Cardinal Timothy Dolan, president of the U.S. Conference of Catholic Bishops (Andrew Medichin - AP)

When the Obama administration published new rules Friday on insurance coverage for  contraceptive health, the U.S. Conference of Catholic Bishops said they would take time to "study the proposed regulations closely." They have now finished their study and have come to a verdict: The new set of rules, like the old set of rules, are a non-starter. You can read the full statement here, and it essentially boils down to three objections.

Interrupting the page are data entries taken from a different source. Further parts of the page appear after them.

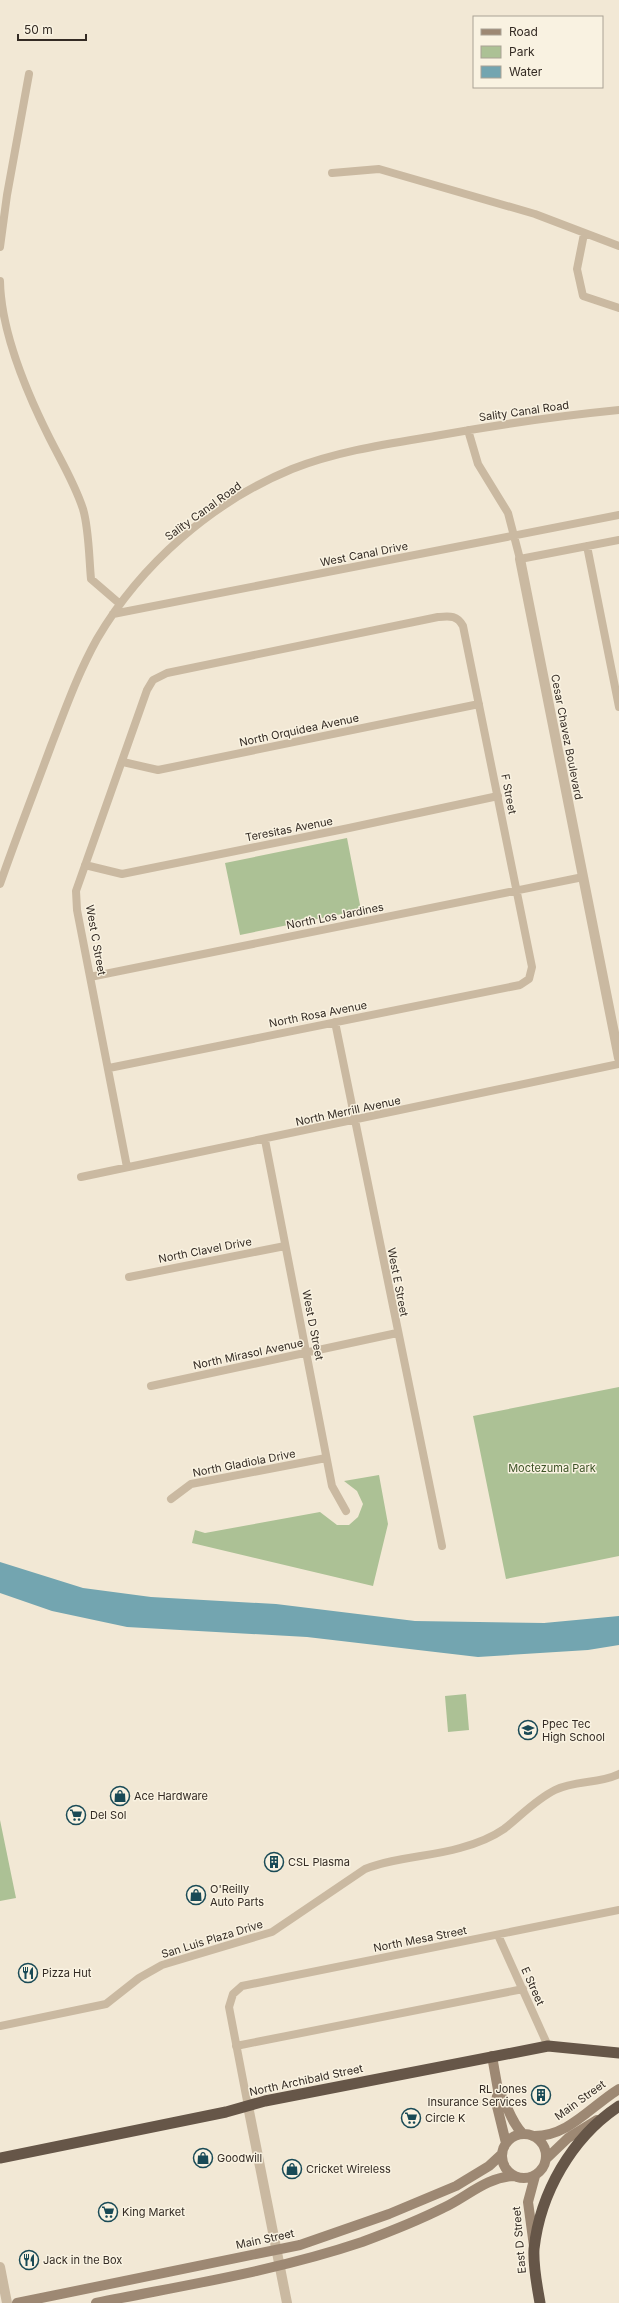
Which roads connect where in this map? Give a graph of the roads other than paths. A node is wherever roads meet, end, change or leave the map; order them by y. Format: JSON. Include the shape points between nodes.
{"nodes":[{"id":1,"x":29,"y":74,"type":"dead end"},
{"id":2,"x":332,"y":173,"type":"dead end"},
{"id":3,"x":584,"y":234,"type":"junction"},
{"id":4,"x":619,"y":246,"type":"edge"},
{"id":5,"x":0,"y":247,"type":"edge"},
{"id":6,"x":0,"y":281,"type":"edge"},
{"id":7,"x":619,"y":308,"type":"edge"},
{"id":8,"x":619,"y":410,"type":"edge"},
{"id":9,"x":468,"y":430,"type":"junction"},
{"id":10,"x":619,"y":515,"type":"edge"},
{"id":11,"x":515,"y":536,"type":"junction"},
{"id":12,"x":619,"y":540,"type":"edge"},
{"id":13,"x":587,"y":546,"type":"junction"},
{"id":14,"x":520,"y":559,"type":"junction"},
{"id":15,"x":120,"y":604,"type":"junction"},
{"id":16,"x":113,"y":614,"type":"junction"},
{"id":17,"x":455,"y":616,"type":"joint"},
{"id":18,"x":479,"y":704,"type":"junction"},
{"id":19,"x":619,"y":707,"type":"edge"},
{"id":20,"x":123,"y":762,"type":"junction"},
{"id":21,"x":498,"y":796,"type":"junction"},
{"id":22,"x":85,"y":865,"type":"junction"},
{"id":23,"x":583,"y":877,"type":"junction"},
{"id":24,"x":0,"y":884,"type":"edge"},
{"id":25,"x":517,"y":891,"type":"junction"},
{"id":26,"x":90,"y":977,"type":"junction"},
{"id":27,"x":530,"y":979,"type":"joint"},
{"id":28,"x":335,"y":1022,"type":"junction"},
{"id":29,"x":619,"y":1058,"type":"edge"},
{"id":30,"x":619,"y":1064,"type":"edge"},
{"id":31,"x":109,"y":1068,"type":"junction"},
{"id":32,"x":355,"y":1120,"type":"junction"},
{"id":33,"x":264,"y":1140,"type":"junction"},
{"id":34,"x":127,"y":1167,"type":"junction"},
{"id":35,"x":81,"y":1177,"type":"dead end"},
{"id":36,"x":285,"y":1246,"type":"junction"},
{"id":37,"x":128,"y":1277,"type":"dead end"},
{"id":38,"x":397,"y":1333,"type":"junction"},
{"id":39,"x":306,"y":1354,"type":"junction"},
{"id":40,"x":151,"y":1386,"type":"dead end"},
{"id":41,"x":326,"y":1458,"type":"junction"},
{"id":42,"x":171,"y":1499,"type":"dead end"},
{"id":43,"x":346,"y":1511,"type":"dead end"},
{"id":44,"x":442,"y":1546,"type":"dead end"},
{"id":45,"x":619,"y":1774,"type":"edge"},
{"id":46,"x":619,"y":1910,"type":"edge"},
{"id":47,"x":498,"y":1935,"type":"junction"},
{"id":48,"x":523,"y":1989,"type":"junction"},
{"id":49,"x":0,"y":2026,"type":"edge"},
{"id":50,"x":236,"y":2046,"type":"junction"},
{"id":51,"x":548,"y":2046,"type":"junction"},
{"id":52,"x":619,"y":2053,"type":"edge"},
{"id":53,"x":492,"y":2056,"type":"junction"},
{"id":54,"x":619,"y":2089,"type":"edge"},
{"id":55,"x":498,"y":2090,"type":"junction"},
{"id":56,"x":248,"y":2106,"type":"junction"},
{"id":57,"x":619,"y":2106,"type":"edge"},
{"id":58,"x":600,"y":2119,"type":"junction"},
{"id":59,"x":528,"y":2135,"type":"junction"},
{"id":60,"x":506,"y":2143,"type":"junction"},
{"id":61,"x":502,"y":2154,"type":"junction"},
{"id":62,"x":0,"y":2158,"type":"edge"},
{"id":63,"x":546,"y":2159,"type":"junction"},
{"id":64,"x":514,"y":2176,"type":"junction"},
{"id":65,"x":535,"y":2176,"type":"junction"},
{"id":66,"x":534,"y":2250,"type":"junction"},
{"id":67,"x":278,"y":2259,"type":"junction"},
{"id":68,"x":0,"y":2267,"type":"edge"},
{"id":69,"x":7,"y":2303,"type":"edge"},
{"id":70,"x":17,"y":2303,"type":"edge"},
{"id":71,"x":96,"y":2303,"type":"edge"},
{"id":72,"x":287,"y":2303,"type":"edge"},
{"id":73,"x":540,"y":2303,"type":"edge"}],
"edges":[{"from":1,"to":5,"type":"street"},
{"from":2,"to":3,"type":"street","via":[[379,169],[535,214]]},
{"from":3,"to":4,"type":"street"},
{"from":3,"to":7,"type":"street","via":[[577,269],[583,296]]},
{"from":6,"to":15,"type":"street","via":[[6,327],[19,365],[84,511],[91,579]]},
{"from":8,"to":9,"type":"street","name":"Sality Canal Road"},
{"from":9,"to":11,"type":"street","name":"Cesar Chavez Boulevard","via":[[474,456],[503,501]]},
{"from":9,"to":15,"type":"street","name":"Sality Canal Road","via":[[328,457],[260,484],[190,531],[151,566]]},
{"from":10,"to":11,"type":"street","name":"West Canal Drive"},
{"from":11,"to":14,"type":"street","name":"Cesar Chavez Boulevard"},
{"from":11,"to":16,"type":"street","name":"West Canal Drive"},
{"from":12,"to":13,"type":"street"},
{"from":13,"to":14,"type":"street"},
{"from":13,"to":19,"type":"street"},
{"from":14,"to":23,"type":"street","name":"Cesar Chavez Boulevard"},
{"from":15,"to":16,"type":"street","name":"Sality Canal Road"},
{"from":16,"to":24,"type":"street","name":"Sality Canal Road","via":[[79,673]]},
{"from":17,"to":18,"type":"street","name":"F Street","via":[[463,626]]},
{"from":17,"to":20,"type":"street","name":"West C Street","via":[[438,617],[175,672],[154,680],[147,690]]},
{"from":18,"to":20,"type":"street","name":"North Orquidea Avenue","via":[[158,770]]},
{"from":18,"to":21,"type":"street","name":"F Street"},
{"from":20,"to":22,"type":"street","name":"West C Street"},
{"from":21,"to":22,"type":"street","name":"Teresitas Avenue","via":[[122,874]]},
{"from":21,"to":25,"type":"street","name":"F Street"},
{"from":22,"to":26,"type":"street","name":"West C Street","via":[[76,891],[77,910]]},
{"from":23,"to":25,"type":"street","name":"North Los Jardines"},
{"from":23,"to":29,"type":"street","name":"Cesar Chavez Boulevard"},
{"from":25,"to":26,"type":"street","name":"North Los Jardines"},
{"from":25,"to":27,"type":"street","name":"F Street","via":[[532,967]]},
{"from":26,"to":31,"type":"street","name":"West C Street"},
{"from":27,"to":28,"type":"street","name":"North Rosa Avenue","via":[[520,985]]},
{"from":28,"to":31,"type":"street","name":"North Rosa Avenue"},
{"from":28,"to":32,"type":"street","name":"West E Street"},
{"from":30,"to":32,"type":"street","name":"North Merrill Avenue"},
{"from":31,"to":34,"type":"street","name":"West C Street"},
{"from":32,"to":33,"type":"street","name":"North Merrill Avenue"},
{"from":32,"to":38,"type":"street","name":"West E Street"},
{"from":33,"to":34,"type":"street","name":"North Merrill Avenue"},
{"from":33,"to":36,"type":"street","name":"West D Street"},
{"from":34,"to":35,"type":"street","name":"North Merrill Avenue"},
{"from":36,"to":37,"type":"street","name":"North Clavel Drive"},
{"from":36,"to":39,"type":"street","name":"West D Street"},
{"from":38,"to":39,"type":"street","name":"North Mirasol Avenue"},
{"from":38,"to":44,"type":"street","name":"West E Street"},
{"from":39,"to":40,"type":"street","name":"North Mirasol Avenue"},
{"from":39,"to":41,"type":"street","name":"West D Street"},
{"from":41,"to":42,"type":"street","name":"North Gladiola Drive","via":[[191,1484]]},
{"from":41,"to":43,"type":"street","name":"West D Street","via":[[332,1486]]},
{"from":45,"to":49,"type":"street","name":"San Luis Plaza Drive","via":[[556,1790],[539,1799],[503,1829],[475,1843],[365,1869],[272,1932],[162,1965],[139,1978],[106,2004]]},
{"from":46,"to":47,"type":"street","name":"North Mesa Street"},
{"from":47,"to":48,"type":"street","name":"E Street"},
{"from":47,"to":50,"type":"street","name":"North Mesa Street","via":[[246,1985],[237,1989],[230,1999],[229,2007]]},
{"from":48,"to":50,"type":"street"},
{"from":48,"to":51,"type":"street","name":"E Street"},
{"from":50,"to":56,"type":"street"},
{"from":51,"to":52,"type":"highway","name":"North Archibald Street"},
{"from":51,"to":53,"type":"highway","name":"North Archibald Street"},
{"from":53,"to":55,"type":"main road"},
{"from":53,"to":56,"type":"highway","name":"North Archibald Street"},
{"from":54,"to":59,"type":"main road","name":"Main Street","via":[[565,2129],[547,2136]]},
{"from":55,"to":59,"type":"main road","via":[[505,2100],[514,2124]]},
{"from":55,"to":60,"type":"main road","via":[[496,2102]]},
{"from":56,"to":62,"type":"highway","name":"North Archibald Street"},
{"from":56,"to":67,"type":"street"},
{"from":57,"to":58,"type":"highway"},
{"from":58,"to":63,"type":"main road","via":[[568,2138]]},
{"from":58,"to":66,"type":"highway","via":[[563,2164],[546,2202]]},
{"from":59,"to":60,"type":"main road","via":[[514,2137]]},
{"from":59,"to":63,"type":"main road","via":[[542,2143]]},
{"from":60,"to":61,"type":"main road"},
{"from":61,"to":64,"type":"main road","via":[[505,2167]]},
{"from":61,"to":67,"type":"main road","name":"Main Street","via":[[489,2166],[456,2186],[401,2209],[300,2245]]},
{"from":63,"to":65,"type":"main road"},
{"from":64,"to":65,"type":"main road"},
{"from":64,"to":67,"type":"main road","name":"Main Street","via":[[496,2178],[443,2208],[387,2232],[325,2254]]},
{"from":65,"to":66,"type":"main road","name":"East D Street","via":[[528,2202]]},
{"from":66,"to":73,"type":"highway","name":"East D Street"},
{"from":67,"to":70,"type":"main road","name":"Main Street"},
{"from":67,"to":71,"type":"main road","name":"Main Street"},
{"from":67,"to":72,"type":"street"},
{"from":68,"to":69,"type":"street"}]}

First, the law still requires contraceptives to be provided to employees at Catholic-run hospitals and universities (not by the employer, but rather by that employer's insurance plan). "The Administration's proposal maintains its inaccurate distinction among religious ministries," the bishops write. "It appears to offer second-class status to our first-class institutions in Catholic health care, Catholic education, and Catholic charities."

Second is that employees at these institutions would get coverage for contraceptives under a stand-alone plan created by the company's health insurance plan. The bishops worry that there's no firewall between their own plan, which does not cover contraceptives, and this stand-alone policy. That, in their view, leaves open "the possibility that ministries may yet be forced to fund and facilitate such morally illicit activities."

The third objection: Health and Human Services does not allow an opt-out for private companies, the Hobby Lobbys of the world. They are required to provide contraceptive coverage or would likely face federal fines. "Friday's action confirms that HHS has no intention to provide any exemption or accommodation at all to this 'third class,'" the bishops write.

The bishops' statement isn't exactly a surprise: Reaction from other religious groups who opposed the regulation was roundly negative last week. The legal fight over this regulation won't end anytime soon.